Ludzie i style

Dyskretny urok bablaka

Przy bablaku można poblablać. Bez słoika xanów. Objaśniamy nowe słowa

Bubble tea Bubble tea Shutterstock
Sieć Bubbleology powstała w Wielkiej Brytanii, a 13 lat temu weszła do Polski.

Językowe łamańce to duma i utrapienie polszczyzny. Ich lista stale rośnie, dlatego do „Pchła pchłę pchała, pchła przez pchłę płakała” czy „To cóż, że ze Szwecji” proponujemy dodać bardziej nowoczesny: „Blablać przy bablaku w BlaBlaCarze”. Odnosi się do nowego określenia na bubble tea, modny napój o niemal 40-letniej historii.
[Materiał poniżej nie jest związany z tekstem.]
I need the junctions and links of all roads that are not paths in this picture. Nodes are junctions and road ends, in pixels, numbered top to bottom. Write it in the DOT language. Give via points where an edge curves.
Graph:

Powstał na Tajwanie z pomysłu połączenia herbaty, mleka i kulek tapioki, potem przeniósł się do innych miejsc zamieszkanych przez chińskojęzyczną społeczność. Już w XXI w. w nowojorskim Chinatown wypił taką bąbelkową herbatę brytyjski bankier, założył w Wielkiej Brytanii handlującą nią sieć Bubbleology, która 13 lat temu weszła do Polski, a resztę historii zna już każdy, kto odwiedził choć raz byle galerię handlową.
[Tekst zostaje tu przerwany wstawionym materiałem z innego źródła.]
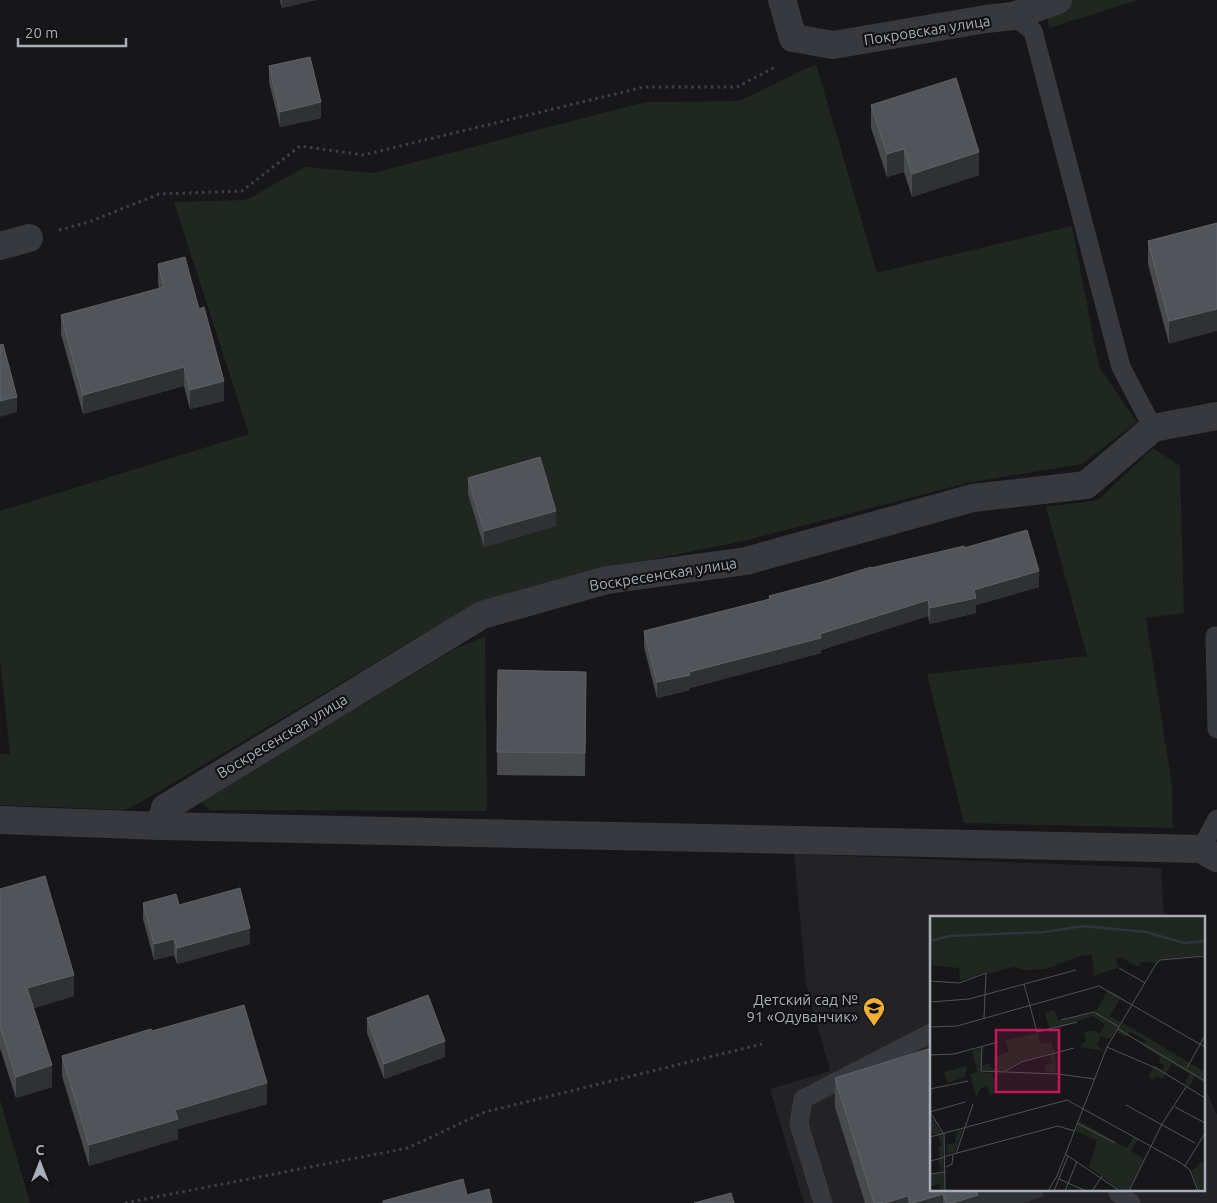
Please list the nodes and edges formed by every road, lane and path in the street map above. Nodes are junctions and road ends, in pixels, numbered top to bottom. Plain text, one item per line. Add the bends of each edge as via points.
1 (782, 0) edge
2 (1058, 0) edge
3 (1013, 16) junction
4 (793, 38) junction
5 (29, 238) joint
6 (0, 246) edge
7 (1217, 416) edge
8 (1153, 428) junction
9 (1217, 636) edge
10 (1217, 729) edge
11 (1217, 819) edge
12 (0, 820) edge
13 (160, 826) junction
14 (1209, 854) edge
15 (930, 1034) edge
16 (762, 1044) dead end
17 (125, 1203) edge
18 (823, 1203) edge

1 - 4 street
2 - 3 street, Покровская улица
3 - 4 street, Покровская улица via 834,45
3 - 8 lane via 1033,31 1121,367
4 - 5 path via 781,64 737,87 644,87 364,155 300,146 242,191 159,194 89,222
5 - 6 street
7 - 8 street, Воскресенская улица
8 - 13 street, Воскресенская улица via 1086,485 973,498 746,561 607,580 482,615 165,808
9 - 10 lane
11 - 14 lane
12 - 13 street
13 - 14 street
15 - 18 lane via 803,1099 798,1124
16 - 17 path via 485,1112 408,1148

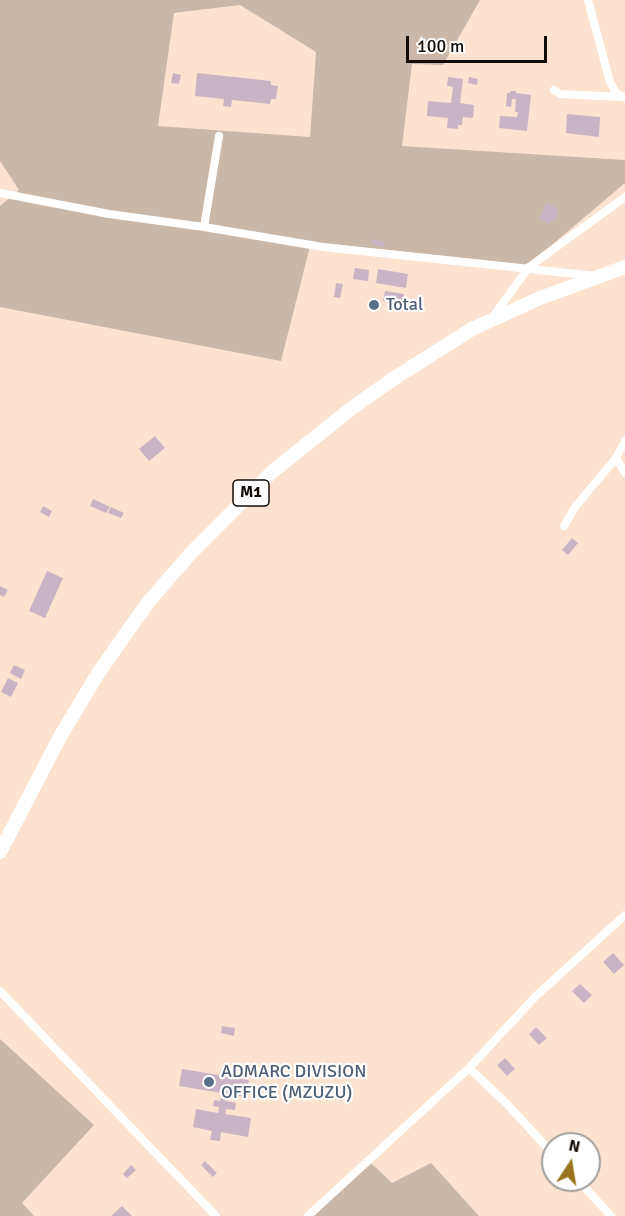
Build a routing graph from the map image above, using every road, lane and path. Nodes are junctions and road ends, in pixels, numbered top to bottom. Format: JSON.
{"nodes":[{"id":1,"x":588,"y":0,"type":"edge"},
{"id":2,"x":554,"y":90,"type":"dead end"},
{"id":3,"x":623,"y":98,"type":"edge"},
{"id":4,"x":219,"y":136,"type":"dead end"},
{"id":5,"x":0,"y":193,"type":"edge"},
{"id":6,"x":625,"y":197,"type":"edge"},
{"id":7,"x":204,"y":227,"type":"junction"},
{"id":8,"x":625,"y":267,"type":"edge"},
{"id":9,"x":528,"y":269,"type":"junction"},
{"id":10,"x":602,"y":276,"type":"junction"},
{"id":11,"x":489,"y":321,"type":"junction"},
{"id":12,"x":625,"y":441,"type":"edge"},
{"id":13,"x":616,"y":458,"type":"junction"},
{"id":14,"x":625,"y":473,"type":"edge"},
{"id":15,"x":564,"y":526,"type":"dead end"},
{"id":16,"x":0,"y":852,"type":"edge"},
{"id":17,"x":625,"y":915,"type":"edge"},
{"id":18,"x":0,"y":991,"type":"edge"},
{"id":19,"x":469,"y":1068,"type":"junction"},
{"id":20,"x":541,"y":1141,"type":"edge"},
{"id":21,"x":589,"y":1192,"type":"edge"},
{"id":22,"x":216,"y":1216,"type":"edge"},
{"id":23,"x":308,"y":1216,"type":"edge"},
{"id":24,"x":611,"y":1216,"type":"edge"}],
"edges":[{"from":1,"to":3,"type":"street"},
{"from":2,"to":3,"type":"street"},
{"from":4,"to":7,"type":"street"},
{"from":5,"to":7,"type":"street"},
{"from":6,"to":9,"type":"street"},
{"from":7,"to":9,"type":"street"},
{"from":8,"to":10,"type":"highway","number":"M1"},
{"from":9,"to":10,"type":"street"},
{"from":9,"to":11,"type":"street"},
{"from":10,"to":11,"type":"highway","number":"M1"},
{"from":11,"to":16,"type":"highway","number":"M1"},
{"from":12,"to":13,"type":"street"},
{"from":13,"to":14,"type":"street"},
{"from":13,"to":15,"type":"street"},
{"from":17,"to":19,"type":"street"},
{"from":18,"to":22,"type":"street"},
{"from":19,"to":20,"type":"street"},
{"from":19,"to":23,"type":"street"},
{"from":21,"to":24,"type":"street"}]}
A jeśli ktoś nawet tam nie chodzi, mógł zauważyć działania Quebonafide – raper nie dość, że wylansował wspólnie z Darią Zawiałow przebój „Bubble Tea” („Tęskniłem za tobą, nie kłamię jak zły/ Że dałbym się pociąć, ale przyjmę kulkę w moim bubble tea”), to nawet otworzył własną herbaciarnię.
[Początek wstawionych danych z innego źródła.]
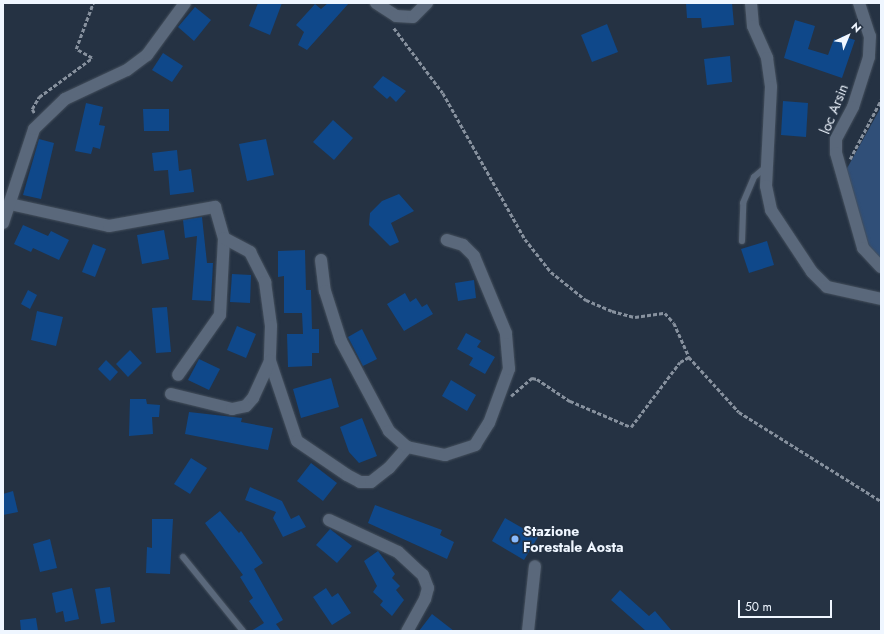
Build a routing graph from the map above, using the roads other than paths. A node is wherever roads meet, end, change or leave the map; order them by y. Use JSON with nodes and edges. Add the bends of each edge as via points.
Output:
{"nodes":[{"id":1,"x":185,"y":3,"type":"edge"},
{"id":2,"x":427,"y":3,"type":"edge"},
{"id":3,"x":751,"y":3,"type":"edge"},
{"id":4,"x":859,"y":3,"type":"edge"},
{"id":5,"x":380,"y":6,"type":"edge"},
{"id":6,"x":768,"y":165,"type":"junction"},
{"id":7,"x":7,"y":201,"type":"edge"},
{"id":8,"x":3,"y":223,"type":"edge"},
{"id":9,"x":224,"y":238,"type":"junction"},
{"id":10,"x":447,"y":240,"type":"dead end"},
{"id":11,"x":742,"y":241,"type":"dead end"},
{"id":12,"x":321,"y":260,"type":"dead end"},
{"id":13,"x":881,"y":267,"type":"edge"},
{"id":14,"x":881,"y":299,"type":"edge"},
{"id":15,"x":270,"y":361,"type":"junction"},
{"id":16,"x":178,"y":375,"type":"dead end"},
{"id":17,"x":171,"y":394,"type":"dead end"},
{"id":18,"x":407,"y":447,"type":"junction"},
{"id":19,"x":329,"y":520,"type":"dead end"},
{"id":20,"x":183,"y":557,"type":"dead end"},
{"id":21,"x":535,"y":566,"type":"dead end"},
{"id":22,"x":243,"y":631,"type":"edge"},
{"id":23,"x":407,"y":631,"type":"edge"},
{"id":24,"x":528,"y":631,"type":"edge"}],
"edges":[{"from":1,"to":7,"type":"street","via":[[147,55],[127,70],[65,99],[42,120],[30,139]]},
{"from":2,"to":5,"type":"street","via":[[413,17],[396,16]]},
{"from":3,"to":6,"type":"street","via":[[753,26],[767,58],[771,87]]},
{"from":4,"to":13,"type":"street","name":"loc Arsin","via":[[870,36],[869,56],[853,107],[836,138],[842,173],[863,248]]},
{"from":6,"to":11,"type":"lane","via":[[754,177],[743,202]]},
{"from":6,"to":14,"type":"street","via":[[766,186],[771,210],[812,272],[835,291]]},
{"from":7,"to":8,"type":"street"},
{"from":7,"to":9,"type":"street","via":[[109,226],[215,207]]},
{"from":9,"to":15,"type":"street","via":[[250,252],[265,282],[271,326]]},
{"from":9,"to":16,"type":"street","via":[[220,314]]},
{"from":10,"to":18,"type":"street","via":[[463,245],[474,256],[506,333],[509,369],[499,398],[475,445],[445,456]]},
{"from":12,"to":18,"type":"street","via":[[325,291],[341,341],[389,431]]},
{"from":15,"to":17,"type":"street","via":[[253,398],[246,406],[232,409]]},
{"from":15,"to":18,"type":"street","via":[[297,441],[347,475],[360,482],[371,482],[389,468]]},
{"from":19,"to":23,"type":"street","via":[[398,552],[424,575],[428,588],[425,599]]},
{"from":20,"to":22,"type":"lane"},
{"from":21,"to":24,"type":"street"}]}
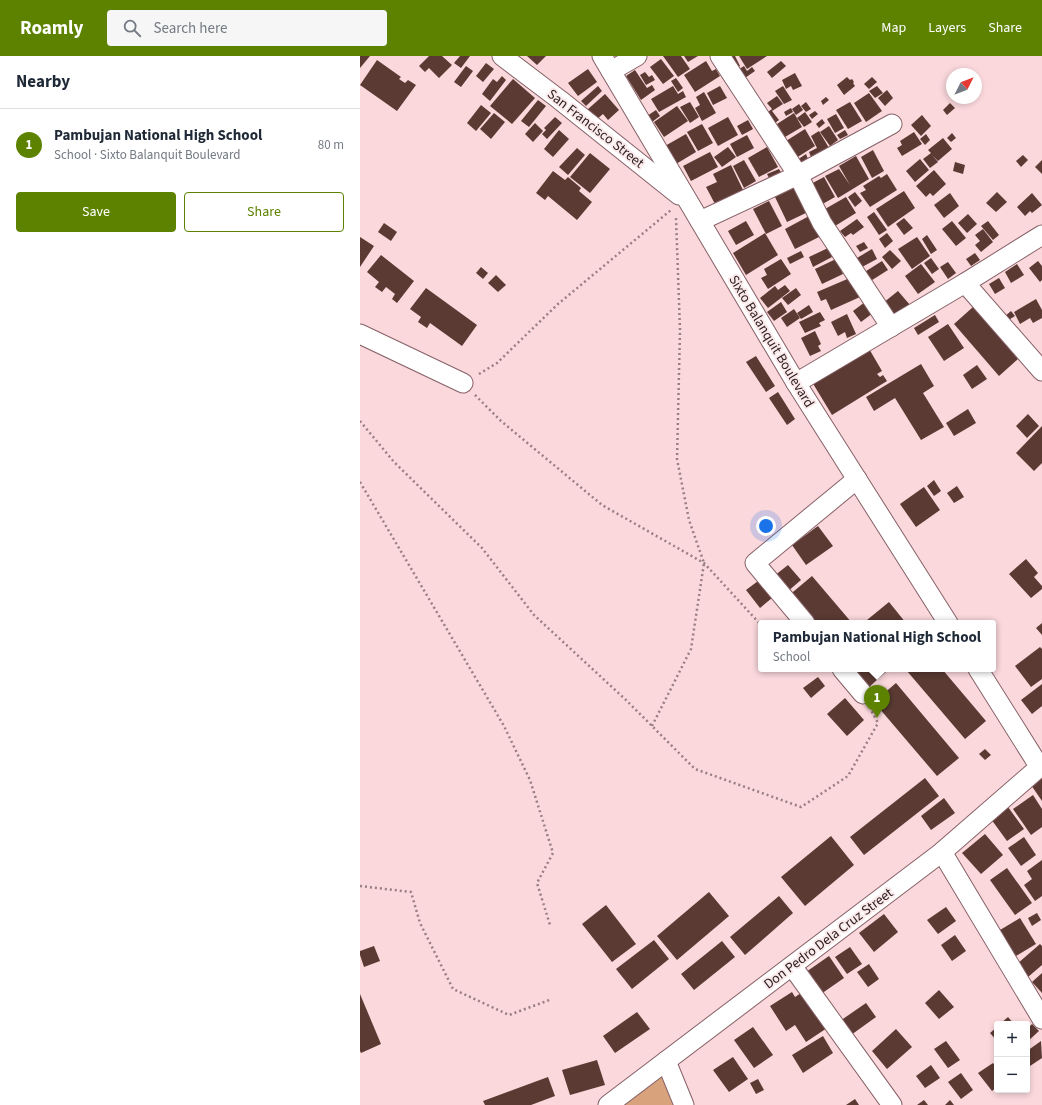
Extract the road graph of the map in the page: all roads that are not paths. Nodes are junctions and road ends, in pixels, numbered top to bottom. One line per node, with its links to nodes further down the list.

Ekspansja przebiegła więc błyskawicznie, trochę dłużej czekaliśmy na jej ślady w języku. W końcu jest, a młodsi raperzy posługują się już spolszczoną nazwą bablak (jak Młody Korden: „Przy sobie mam bablaka, teraz serio łupie/ Patrzę tobie w oczy, mam nadzieję, że też łupiesz” w utworze „Lord Dripież”). Internauci też bez użycia zapożyczeń opisują swoje rozterki: „Iść na bablaka czy po aloesa?”. Albo plany: „Jak będę w wwa, to idę wypić bablaka. Czemu tak chcę go wypić i gadam o nim od roku? Piłem kiedyś w wakacje z rodzicami i fajne wspomnienie mam, ale chcę być po prostu jak ci fajni z warszawki, co chodzą na bubble tea”.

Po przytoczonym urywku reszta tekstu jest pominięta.